Are Preoperative Serologic Type and Screen Tests Necessary for Primary Total Joint Arthroplasty Patients in Specialty Surgical Hospitals?

Tischler, Eric H. et al.
Hip Knee

Background

Blood loss during total joint arthroplasty (TJA) has been a major concern requiring routine preoperative patient type and screen (T&S); however, with the implementation of blood conserving therapy, a marked decrease for perioperative transfusions has been observed. Many TJAs are now being performed in T&S mandated specialty surgical hospitals (SSHs) that lack on-site blood banks; therefore, the purpose of our study was to determine whether T&S (1) is necessary in SSH for TJA patients and (2) identifies patient risk factors associated with perioperative blood transfusion in SSH.

Methods

A retrospective study was conducted on 1034 consecutive primary TJAs performed between 2013 and 2014 at a 12-bed SSH who all received T&S. Patients were matched (1:1) to 964 inpatient TJA patients performed at a university hospital without routine T&S. Data on surgery type, patient demographics, hemoglobin and hematocrit results, and transfusion rates were collected.
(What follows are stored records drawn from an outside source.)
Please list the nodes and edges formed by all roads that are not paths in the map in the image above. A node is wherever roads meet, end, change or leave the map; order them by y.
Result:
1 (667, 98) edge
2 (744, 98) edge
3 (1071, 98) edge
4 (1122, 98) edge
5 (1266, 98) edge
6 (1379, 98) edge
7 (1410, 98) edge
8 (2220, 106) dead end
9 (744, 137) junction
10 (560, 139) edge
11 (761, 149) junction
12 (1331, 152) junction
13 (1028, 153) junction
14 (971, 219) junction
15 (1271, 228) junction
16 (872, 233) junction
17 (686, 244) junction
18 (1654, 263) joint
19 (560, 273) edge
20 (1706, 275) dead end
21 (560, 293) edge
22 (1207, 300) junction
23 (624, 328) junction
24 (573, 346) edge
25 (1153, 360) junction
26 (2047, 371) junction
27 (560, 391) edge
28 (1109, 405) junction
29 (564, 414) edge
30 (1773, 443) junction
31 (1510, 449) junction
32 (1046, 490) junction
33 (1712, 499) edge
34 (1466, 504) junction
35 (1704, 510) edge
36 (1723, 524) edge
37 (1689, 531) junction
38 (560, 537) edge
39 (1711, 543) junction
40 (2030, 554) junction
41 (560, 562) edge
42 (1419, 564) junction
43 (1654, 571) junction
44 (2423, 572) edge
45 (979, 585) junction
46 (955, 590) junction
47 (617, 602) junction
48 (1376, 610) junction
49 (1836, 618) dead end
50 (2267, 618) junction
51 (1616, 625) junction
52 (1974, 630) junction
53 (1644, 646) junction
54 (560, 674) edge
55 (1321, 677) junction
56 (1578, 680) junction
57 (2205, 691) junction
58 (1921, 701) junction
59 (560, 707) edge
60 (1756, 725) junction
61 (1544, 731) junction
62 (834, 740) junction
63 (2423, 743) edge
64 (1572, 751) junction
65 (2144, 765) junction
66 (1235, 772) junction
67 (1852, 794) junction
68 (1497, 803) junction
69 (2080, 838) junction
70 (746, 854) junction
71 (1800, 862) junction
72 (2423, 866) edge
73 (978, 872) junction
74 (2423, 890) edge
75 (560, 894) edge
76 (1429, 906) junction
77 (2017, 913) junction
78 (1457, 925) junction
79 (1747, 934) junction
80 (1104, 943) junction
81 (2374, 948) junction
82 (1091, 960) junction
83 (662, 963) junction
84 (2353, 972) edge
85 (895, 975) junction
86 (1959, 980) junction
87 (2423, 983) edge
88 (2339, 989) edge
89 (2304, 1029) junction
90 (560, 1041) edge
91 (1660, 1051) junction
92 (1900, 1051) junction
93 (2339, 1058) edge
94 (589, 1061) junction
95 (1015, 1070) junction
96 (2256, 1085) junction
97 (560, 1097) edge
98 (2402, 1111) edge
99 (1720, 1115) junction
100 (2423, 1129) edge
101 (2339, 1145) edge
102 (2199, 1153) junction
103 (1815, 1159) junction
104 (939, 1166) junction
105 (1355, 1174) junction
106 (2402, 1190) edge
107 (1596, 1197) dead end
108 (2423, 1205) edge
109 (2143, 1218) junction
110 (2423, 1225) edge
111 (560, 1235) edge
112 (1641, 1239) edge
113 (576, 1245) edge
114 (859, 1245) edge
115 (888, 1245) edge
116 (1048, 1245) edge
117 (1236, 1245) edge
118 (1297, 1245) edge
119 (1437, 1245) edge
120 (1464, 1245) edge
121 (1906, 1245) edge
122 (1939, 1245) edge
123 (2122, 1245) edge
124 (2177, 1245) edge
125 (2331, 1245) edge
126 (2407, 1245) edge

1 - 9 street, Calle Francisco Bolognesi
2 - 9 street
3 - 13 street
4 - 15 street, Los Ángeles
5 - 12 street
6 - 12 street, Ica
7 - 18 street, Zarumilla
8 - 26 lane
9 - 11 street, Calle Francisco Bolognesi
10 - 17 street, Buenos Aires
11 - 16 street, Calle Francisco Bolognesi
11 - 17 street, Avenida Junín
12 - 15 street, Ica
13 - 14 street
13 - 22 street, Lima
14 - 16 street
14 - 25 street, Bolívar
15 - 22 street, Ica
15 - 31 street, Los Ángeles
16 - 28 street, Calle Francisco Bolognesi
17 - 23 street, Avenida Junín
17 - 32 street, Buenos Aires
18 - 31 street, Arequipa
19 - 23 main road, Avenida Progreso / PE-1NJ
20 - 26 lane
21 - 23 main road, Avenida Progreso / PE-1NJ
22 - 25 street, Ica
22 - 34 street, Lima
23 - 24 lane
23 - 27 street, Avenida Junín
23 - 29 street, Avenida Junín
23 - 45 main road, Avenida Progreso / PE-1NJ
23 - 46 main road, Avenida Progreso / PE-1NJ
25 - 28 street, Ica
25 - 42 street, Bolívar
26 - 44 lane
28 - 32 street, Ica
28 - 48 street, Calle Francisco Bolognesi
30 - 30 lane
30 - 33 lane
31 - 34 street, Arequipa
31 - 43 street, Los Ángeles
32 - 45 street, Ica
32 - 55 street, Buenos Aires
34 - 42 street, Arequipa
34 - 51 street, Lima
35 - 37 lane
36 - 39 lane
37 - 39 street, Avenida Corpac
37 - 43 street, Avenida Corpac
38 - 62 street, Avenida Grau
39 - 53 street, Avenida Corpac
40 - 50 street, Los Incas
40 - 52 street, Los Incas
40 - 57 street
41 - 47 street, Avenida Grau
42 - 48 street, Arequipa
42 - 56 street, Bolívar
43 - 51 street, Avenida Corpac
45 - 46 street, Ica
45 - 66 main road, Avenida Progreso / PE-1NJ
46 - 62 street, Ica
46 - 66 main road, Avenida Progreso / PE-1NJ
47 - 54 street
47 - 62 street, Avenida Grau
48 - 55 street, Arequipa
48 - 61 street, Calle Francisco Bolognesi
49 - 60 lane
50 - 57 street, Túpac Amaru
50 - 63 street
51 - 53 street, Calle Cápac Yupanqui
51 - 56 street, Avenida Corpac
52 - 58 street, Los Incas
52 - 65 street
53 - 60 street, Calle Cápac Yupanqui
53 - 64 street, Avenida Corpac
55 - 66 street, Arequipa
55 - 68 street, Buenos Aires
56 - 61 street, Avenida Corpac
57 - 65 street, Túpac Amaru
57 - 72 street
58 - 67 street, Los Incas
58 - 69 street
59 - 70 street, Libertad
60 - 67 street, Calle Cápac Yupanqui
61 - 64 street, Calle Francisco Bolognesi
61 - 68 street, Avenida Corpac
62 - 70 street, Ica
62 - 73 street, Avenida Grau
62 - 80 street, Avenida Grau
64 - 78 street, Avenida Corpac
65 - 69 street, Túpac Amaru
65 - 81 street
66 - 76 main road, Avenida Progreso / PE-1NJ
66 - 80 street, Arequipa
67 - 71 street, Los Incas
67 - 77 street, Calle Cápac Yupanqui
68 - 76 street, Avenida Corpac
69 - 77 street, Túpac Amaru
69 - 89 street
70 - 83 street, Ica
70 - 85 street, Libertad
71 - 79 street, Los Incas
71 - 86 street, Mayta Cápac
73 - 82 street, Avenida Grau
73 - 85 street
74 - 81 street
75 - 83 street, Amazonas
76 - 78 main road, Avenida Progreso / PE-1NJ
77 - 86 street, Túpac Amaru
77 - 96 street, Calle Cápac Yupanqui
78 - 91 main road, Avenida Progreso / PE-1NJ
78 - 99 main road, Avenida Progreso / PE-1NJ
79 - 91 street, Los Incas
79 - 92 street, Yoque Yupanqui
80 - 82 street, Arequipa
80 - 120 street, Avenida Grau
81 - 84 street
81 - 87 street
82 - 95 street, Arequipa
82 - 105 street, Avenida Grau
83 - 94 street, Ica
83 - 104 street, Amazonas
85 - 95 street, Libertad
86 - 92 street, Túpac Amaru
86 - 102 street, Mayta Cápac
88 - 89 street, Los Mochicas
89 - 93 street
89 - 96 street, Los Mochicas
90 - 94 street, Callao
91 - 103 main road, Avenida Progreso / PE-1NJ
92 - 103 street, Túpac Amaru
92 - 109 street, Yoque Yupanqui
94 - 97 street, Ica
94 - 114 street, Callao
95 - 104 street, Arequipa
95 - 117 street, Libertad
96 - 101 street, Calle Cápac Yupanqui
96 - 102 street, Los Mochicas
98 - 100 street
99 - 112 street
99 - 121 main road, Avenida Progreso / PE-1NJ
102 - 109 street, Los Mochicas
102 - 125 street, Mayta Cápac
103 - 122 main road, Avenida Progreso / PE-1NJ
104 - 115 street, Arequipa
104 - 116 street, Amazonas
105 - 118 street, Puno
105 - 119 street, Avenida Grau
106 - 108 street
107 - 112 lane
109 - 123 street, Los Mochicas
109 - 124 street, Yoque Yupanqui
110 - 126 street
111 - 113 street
Multivariate logistic regression identified perioperative transfusion risk factors.

Results

Overall transfusion rates for the matched SSH (1.8% [17/964]) and university hospital populations (2.9% [28/964]) were similar (P = .13), with no emergent transfusions. SSH transfusion rates for simultaneous bilateral THA, simultaneous bilateral TKA, unilateral THA, and unilateral TKA were 21.1% (4/19), 3.1% (4/128), 2.7% (12/439), and 0.0% (0/448), respectively. Multivariate logistic regression identified unilateral THA (P ≤ .001), simultaneous bilateral TJA (P = .001), age (P = .05), and abnormal preoperative hemoglobin (P = .02) as significant transfusion risk factors at SSH.

Conclusion

Due to low transfusion rates and lack of emergency transfusions, we recommend routinely ordering T&S for bilateral THA but not for unilateral TJA patients, at SSHs.